* [Try it] Would you transcribe the entries below word for word, omitting all images?

* [The data]

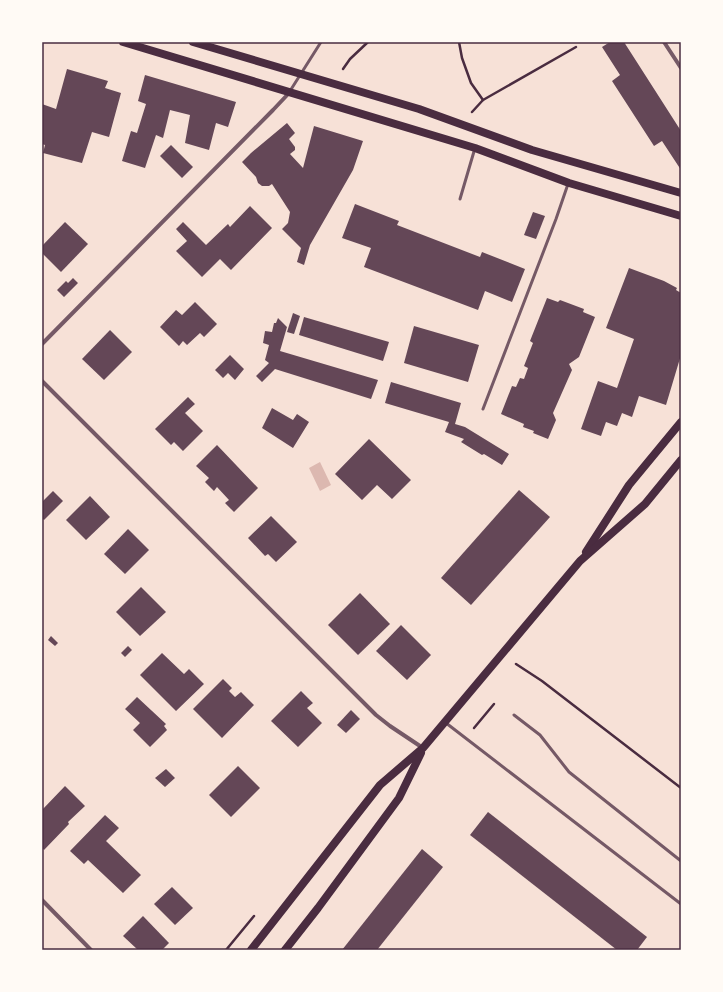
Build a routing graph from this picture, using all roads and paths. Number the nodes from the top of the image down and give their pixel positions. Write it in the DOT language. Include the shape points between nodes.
graph roads {
  1 [pos="124,42"];
  2 [pos="192,42"];
  3 [pos="320,42"];
  4 [pos="368,42"];
  5 [pos="459,42"];
  6 [pos="664,42"];
  7 [pos="576,47"];
  8 [pos="681,68"];
  9 [pos="342,71"];
  10 [pos="300,75"];
  11 [pos="290,92"];
  12 [pos="483,100"];
  13 [pos="470,115"];
  14 [pos="475,148"];
  15 [pos="569,183"];
  16 [pos="681,193"];
  17 [pos="460,200"];
  18 [pos="681,216"];
  19 [pos="42,344"];
  20 [pos="42,381"];
  21 [pos="483,409"];
  22 [pos="681,422"];
  23 [pos="681,460"];
  24 [pos="580,561"];
  25 [pos="502,655"];
  26 [pos="494,704"];
  27 [pos="514,715"];
  28 [pos="445,722"];
  29 [pos="466,738"];
  30 [pos="423,748"];
  31 [pos="681,788"];
  32 [pos="681,861"];
  33 [pos="42,900"];
  34 [pos="681,904"];
  35 [pos="91,950"];
  36 [pos="251,950"];
  37 [pos="285,950"];
  1 -- 11 [label="main road"];
  2 -- 10 [label="main road"];
  3 -- 10 [label="lane"];
  4 -- 9 [label="path" via="350,59"];
  5 -- 12 [label="path" via="471,83"];
  6 -- 8 [label="street"];
  7 -- 12 [label="path"];
  10 -- 11 [label="lane"];
  10 -- 16 [label="main road" via="419,109 532,150"];
  11 -- 14 [label="main road"];
  11 -- 19 [label="street"];
  12 -- 13 [label="path"];
  14 -- 15 [label="main road"];
  14 -- 17 [label="lane"];
  15 -- 18 [label="main road"];
  15 -- 21 [label="lane"];
  20 -- 30 [label="street" via="376,715"];
  22 -- 24 [label="main road" via="629,485"];
  23 -- 24 [label="main road" via="644,504"];
  24 -- 25 [label="main road"];
  25 -- 28 [label="main road"];
  25 -- 31 [label="path" via="542,681"];
  26 -- 29 [label="path"];
  27 -- 32 [label="lane" via="540,735 568,772"];
  28 -- 29 [label="lane"];
  28 -- 30 [label="main road"];
  29 -- 34 [label="lane"];
  30 -- 36 [label="main road" via="380,785"];
  30 -- 37 [label="main road" via="399,798"];
  33 -- 35 [label="street"];
}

* [Exercise result]
Build a routing graph from this picture, using all roads and paths. Number the nodes from the top of the image down and give their pixel positions. Write it in the DOT language. Include the shape points between nodes.
graph roads {
  1 [pos="124,42"];
  2 [pos="192,42"];
  3 [pos="320,42"];
  4 [pos="368,42"];
  5 [pos="459,42"];
  6 [pos="664,42"];
  7 [pos="576,47"];
  8 [pos="681,68"];
  9 [pos="342,71"];
  10 [pos="300,75"];
  11 [pos="290,92"];
  12 [pos="483,100"];
  13 [pos="470,115"];
  14 [pos="475,148"];
  15 [pos="569,183"];
  16 [pos="681,193"];
  17 [pos="460,200"];
  18 [pos="681,216"];
  19 [pos="42,344"];
  20 [pos="42,381"];
  21 [pos="483,409"];
  22 [pos="681,422"];
  23 [pos="681,460"];
  24 [pos="580,561"];
  25 [pos="502,655"];
  26 [pos="494,704"];
  27 [pos="514,715"];
  28 [pos="445,722"];
  29 [pos="466,738"];
  30 [pos="423,748"];
  31 [pos="681,788"];
  32 [pos="681,861"];
  33 [pos="42,900"];
  34 [pos="681,904"];
  35 [pos="91,950"];
  36 [pos="251,950"];
  37 [pos="285,950"];
  1 -- 11 [label="main road"];
  2 -- 10 [label="main road"];
  3 -- 10 [label="lane"];
  4 -- 9 [label="path" via="350,59"];
  5 -- 12 [label="path" via="471,83"];
  6 -- 8 [label="street"];
  7 -- 12 [label="path"];
  10 -- 11 [label="lane"];
  10 -- 16 [label="main road" via="419,109 532,150"];
  11 -- 14 [label="main road"];
  11 -- 19 [label="street"];
  12 -- 13 [label="path"];
  14 -- 15 [label="main road"];
  14 -- 17 [label="lane"];
  15 -- 18 [label="main road"];
  15 -- 21 [label="lane"];
  20 -- 30 [label="street" via="376,715"];
  22 -- 24 [label="main road" via="629,485"];
  23 -- 24 [label="main road" via="644,504"];
  24 -- 25 [label="main road"];
  25 -- 28 [label="main road"];
  25 -- 31 [label="path" via="542,681"];
  26 -- 29 [label="path"];
  27 -- 32 [label="lane" via="540,735 568,772"];
  28 -- 29 [label="lane"];
  28 -- 30 [label="main road"];
  29 -- 34 [label="lane"];
  30 -- 36 [label="main road" via="380,785"];
  30 -- 37 [label="main road" via="399,798"];
  33 -- 35 [label="street"];
}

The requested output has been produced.